Node, NPM, Modules, and Async callbacks (Sudoku part 1)

25 Aug 2015

Modules

Creating Modules

Modules are created by placing code in a separate file. You can put whatever code you want to in that file, but you can expose values and objects that you want to through the object module.exports. In Node.js, all modules start with an empty module.exports object, so you can add properties directly to that.

/**
 * @file output-functions.js
 */

module.exports.say = function(message) {
  console.log(message);
};

Alternatively, you can directly assign the module.exports object.

/**
 * @file output-functions.js
 */

module.exports = {
  say: function(message) {
    console.log(message);
  }
};

These two ways of exposing the say function are identical.

Quick Status Check

Create a new module that exports the say function in one of the ways above.
Expose a new function from this module called sayHello that simply logs "hello world".
Expose a new property from this module called version that indicates the version of this module's code (call it 0.1.0 for now).
Try switching to the other method of populating module.exports.

Using Modules

In order to use a module, you use require to access the values that it has exposed. You pass require one argument, a string that allows it to find the module. For now we're going to be using a relative path, but we'll later see other uses.

/**
 * @file app.js
 */

var outputFns = require('./output-functions');
var fruits = ['kiwi', 'strawberry', 'banana'];

fruits.forEach(outputFns.say);

NPM

npm is Node's package manager. It's a command line tool that will allow us to easily install and manage different modules. Its website is also useful for searching for modules.

Popularity

Note that popularity is a pretty good indicator of whether or not you should consider using a module. You should also check to see how many open & closed issues a project has, as well as how long it's been since the project has been worked on.

Licenses

Most projects on npm are hosted on GitHub and are licensed under the MIT open source license. This may not always be the case. Be respectful of the license under which a project is released. Generally, you'll be safe to use projects off of npm without worrying about the license (the author published to npm after all). If you're looking at a project for ideas in your own project, though, you should look at the license before you take any ideas or code from it. If copying code, you almost always have to credit the author regardless of license.

NPM demo

Fork this repo to your group's organization. Then have each person clone your fork (not the original).
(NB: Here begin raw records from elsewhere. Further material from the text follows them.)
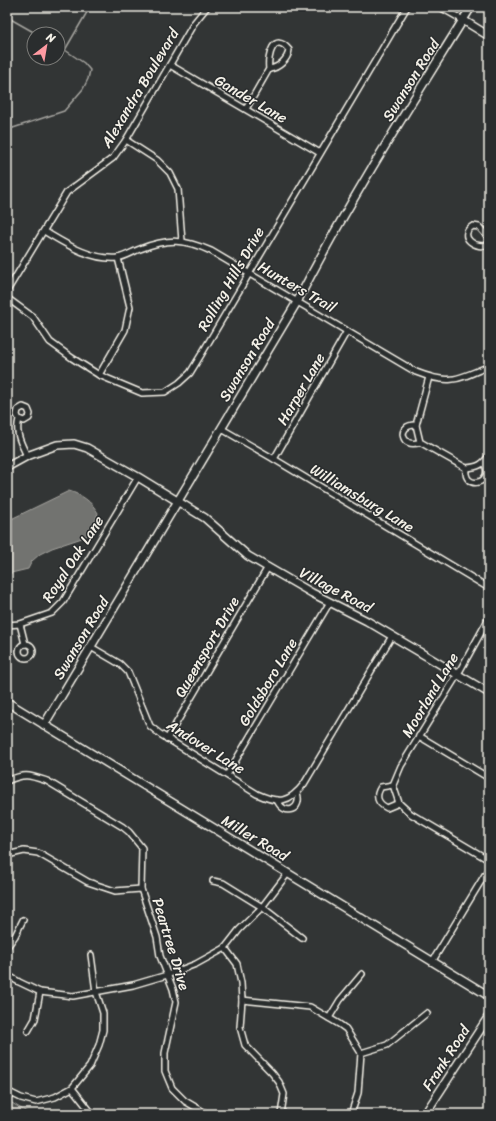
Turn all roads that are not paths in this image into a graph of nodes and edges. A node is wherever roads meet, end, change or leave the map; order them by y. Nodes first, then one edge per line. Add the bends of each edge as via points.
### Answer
1 (207, 7) edge
2 (406, 7) edge
3 (440, 7) edge
4 (471, 7) edge
5 (463, 20) junction
6 (489, 36) edge
7 (170, 65) junction
8 (269, 69) junction
9 (246, 109) junction
10 (126, 140) junction
11 (320, 153) junction
12 (44, 231) junction
13 (489, 238) edge
14 (182, 241) junction
15 (489, 244) edge
16 (118, 258) junction
17 (248, 273) junction
18 (7, 291) edge
19 (7, 298) edge
20 (297, 302) junction
21 (348, 331) junction
22 (489, 366) edge
23 (99, 374) junction
24 (429, 377) junction
25 (19, 419) dead end
26 (416, 425) junction
27 (222, 429) junction
28 (420, 442) junction
29 (489, 455) edge
30 (27, 456) junction
31 (274, 459) junction
32 (484, 463) junction
33 (7, 467) edge
34 (466, 468) junction
35 (138, 477) junction
36 (177, 502) junction
37 (268, 567) junction
38 (489, 588) edge
39 (330, 602) junction
40 (489, 618) edge
41 (20, 624) junction
42 (7, 625) edge
43 (392, 636) junction
44 (25, 644) dead end
45 (91, 647) junction
46 (458, 674) junction
47 (489, 693) edge
48 (7, 702) edge
49 (44, 725) junction
50 (419, 736) junction
51 (167, 739) junction
52 (227, 775) junction
53 (489, 778) edge
54 (7, 781) edge
55 (393, 785) junction
56 (297, 793) junction
57 (277, 800) junction
58 (399, 803) junction
59 (7, 855) edge
60 (489, 860) edge
61 (489, 868) edge
62 (288, 873) junction
63 (213, 881) dead end
64 (142, 889) junction
65 (262, 907) junction
66 (23, 920) dead end
67 (302, 938) dead end
68 (7, 947) edge
69 (225, 948) junction
70 (92, 955) dead end
71 (432, 962) junction
72 (362, 974) dead end
73 (7, 975) edge
74 (167, 975) junction
75 (40, 992) junction
76 (96, 992) junction
77 (489, 996) edge
78 (242, 1000) junction
79 (428, 1013) dead end
80 (489, 1016) edge
81 (330, 1018) junction
82 (28, 1031) dead end
83 (361, 1053) junction
84 (72, 1088) junction
85 (7, 1091) edge
86 (95, 1114) edge
87 (207, 1114) edge
88 (281, 1114) edge
89 (350, 1114) edge
90 (425, 1114) edge

1 - 7 street, Alexandra Boulevard via 194,23
2 - 11 street, Rolling Hills Drive
3 - 5 street
4 - 5 street, Swanson Road
5 - 6 street
5 - 20 street, Swanson Road via 324,249
7 - 9 street, Gander Lane
7 - 10 street, Alexandra Boulevard
8 - 8 street via 271,48 276,43 285,44 289,50 288,56 274,69
8 - 9 street
9 - 11 street, Gander Lane
10 - 12 street, Alexandra Boulevard via 113,158 66,192
10 - 14 street via 158,160 170,173 178,189
11 - 17 street, Rolling Hills Drive
12 - 16 street, Hunters Trail via 71,248 94,256
12 - 18 street, Alexandra Boulevard
13 - 15 street via 479,227 473,226 467,233 468,240 474,244
14 - 16 street, Hunters Trail via 158,242
14 - 17 street, Hunters Trail via 211,251
16 - 23 street via 130,307 125,330
17 - 20 street, Hunters Trail
17 - 23 street, Rolling Hills Drive via 190,373 179,383 165,392 142,393
19 - 23 street, Rolling Hills Drive via 33,317 50,342
20 - 21 street, Hunters Trail
20 - 27 street, Swanson Road
21 - 24 street, Hunters Trail via 416,372
21 - 31 street, Harper Lane
22 - 24 street, Hunters Trail via 453,380
24 - 26 street
25 - 30 street via 18,433
26 - 28 street
26 - 28 street via 410,424 405,428 404,439 408,443
27 - 31 street, Williamsburg Lane
27 - 36 street, Swanson Road
28 - 34 street
29 - 32 street
30 - 33 street, Village Road
30 - 35 street, Village Road via 57,445 74,444 87,448
31 - 38 street, Williamsburg Lane
32 - 34 street via 474,468
32 - 34 street via 487,467 486,477 479,482 470,481
35 - 36 street, Village Road
35 - 41 street, Royal Oak Lane via 63,602 52,613
36 - 37 street, Village Road via 205,518 248,556
36 - 45 street, Swanson Road
37 - 39 street, Village Road
37 - 51 street, Queensport Drive
39 - 43 street, Village Road
39 - 52 street, Goldsboro Lane
40 - 46 street, Moorland Lane
41 - 42 street, Royal Oak Lane
41 - 44 street
43 - 46 street, Village Road
43 - 56 street, Andover Lane
45 - 49 street, Swanson Road
45 - 51 street, Andover Lane via 120,664 128,672 150,726
46 - 47 street, Village Road
46 - 50 street, Moorland Lane
48 - 49 street, Miller Road
49 - 62 street, Miller Road
50 - 53 street
50 - 55 street, Moorland Lane
51 - 52 street, Andover Lane
52 - 57 street, Andover Lane via 257,794
54 - 64 street, Peartree Drive via 21,775 47,781 130,832 142,848
55 - 58 street
55 - 58 street via 381,787 377,799 387,808
56 - 57 street via 284,800
56 - 57 street, Andover Lane via 299,799 292,809 285,810
58 - 60 street via 411,814
59 - 64 street via 24,851 38,853 88,882 115,891
61 - 71 street
62 - 65 street
62 - 71 street, Miller Road
63 - 65 street via 223,884
64 - 74 street, Peartree Drive
65 - 67 street
65 - 69 street
66 - 68 street
69 - 74 street via 196,964
69 - 78 street via 237,964
70 - 76 street
71 - 77 street, Miller Road
72 - 81 street via 340,1000
73 - 75 street
74 - 76 street
74 - 87 street, Peartree Drive via 176,1002 165,1053 165,1071 172,1088 185,1101
75 - 76 street via 73,996
75 - 82 street via 35,1019
76 - 84 street via 104,1013 103,1030 90,1066
78 - 81 street via 310,1007
78 - 88 street via 240,1027 245,1045 278,1082 284,1094
79 - 83 street via 387,1045
80 - 90 street, Frank Road
81 - 83 street via 346,1029
83 - 89 street via 358,1093
84 - 85 street via 55,1097 36,1102
84 - 86 street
Once you've cloned the repo, take a look at the file package.json and notice that two modules are listed in the "dependencies" section.

Lodash and Underscore

Lodash is a general-purpose Javascript library which has includes several utilities which may be useful for our Sudoku project. Lodash is a cousin of another library Underscore and can be used interchangeably with it for some frameworks (including Backbone). Here's a discussion of the differences between them.
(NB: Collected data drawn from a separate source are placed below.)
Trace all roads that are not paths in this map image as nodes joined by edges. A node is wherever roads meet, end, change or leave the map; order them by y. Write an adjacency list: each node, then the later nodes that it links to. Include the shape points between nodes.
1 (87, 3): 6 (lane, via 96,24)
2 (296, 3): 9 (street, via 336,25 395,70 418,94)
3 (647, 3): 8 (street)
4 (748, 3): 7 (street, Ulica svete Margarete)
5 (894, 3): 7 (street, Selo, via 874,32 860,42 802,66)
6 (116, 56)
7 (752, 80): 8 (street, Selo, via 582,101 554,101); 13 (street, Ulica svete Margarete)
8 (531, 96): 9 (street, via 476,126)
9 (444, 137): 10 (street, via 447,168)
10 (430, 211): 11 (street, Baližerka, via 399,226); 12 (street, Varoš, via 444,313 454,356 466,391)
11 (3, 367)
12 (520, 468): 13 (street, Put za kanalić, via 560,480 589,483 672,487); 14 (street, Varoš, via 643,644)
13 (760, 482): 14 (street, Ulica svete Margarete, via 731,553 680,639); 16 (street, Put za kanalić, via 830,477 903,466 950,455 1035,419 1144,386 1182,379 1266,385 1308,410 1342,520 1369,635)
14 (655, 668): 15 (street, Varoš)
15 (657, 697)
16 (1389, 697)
Take a look at the Lodash documentation to find some function which sound useful. You might begin with any of these: 'intersection', union, difference, xor, unique, chunk.

I/O

Jargon

I/O is short for Input/output. This has meanings in both computer hardware and software. I/O in software generally refers to communication with hardware devices, mice, keyboards, monitors, hard drives, etc.

Speed

I/O is slow. It may not feel that way to you, but to a computer it's orders of magnitude slower than the code you've written so far. The difference is about the same as the difference between the speed at which a baby crawls and the speed of a fighter jet.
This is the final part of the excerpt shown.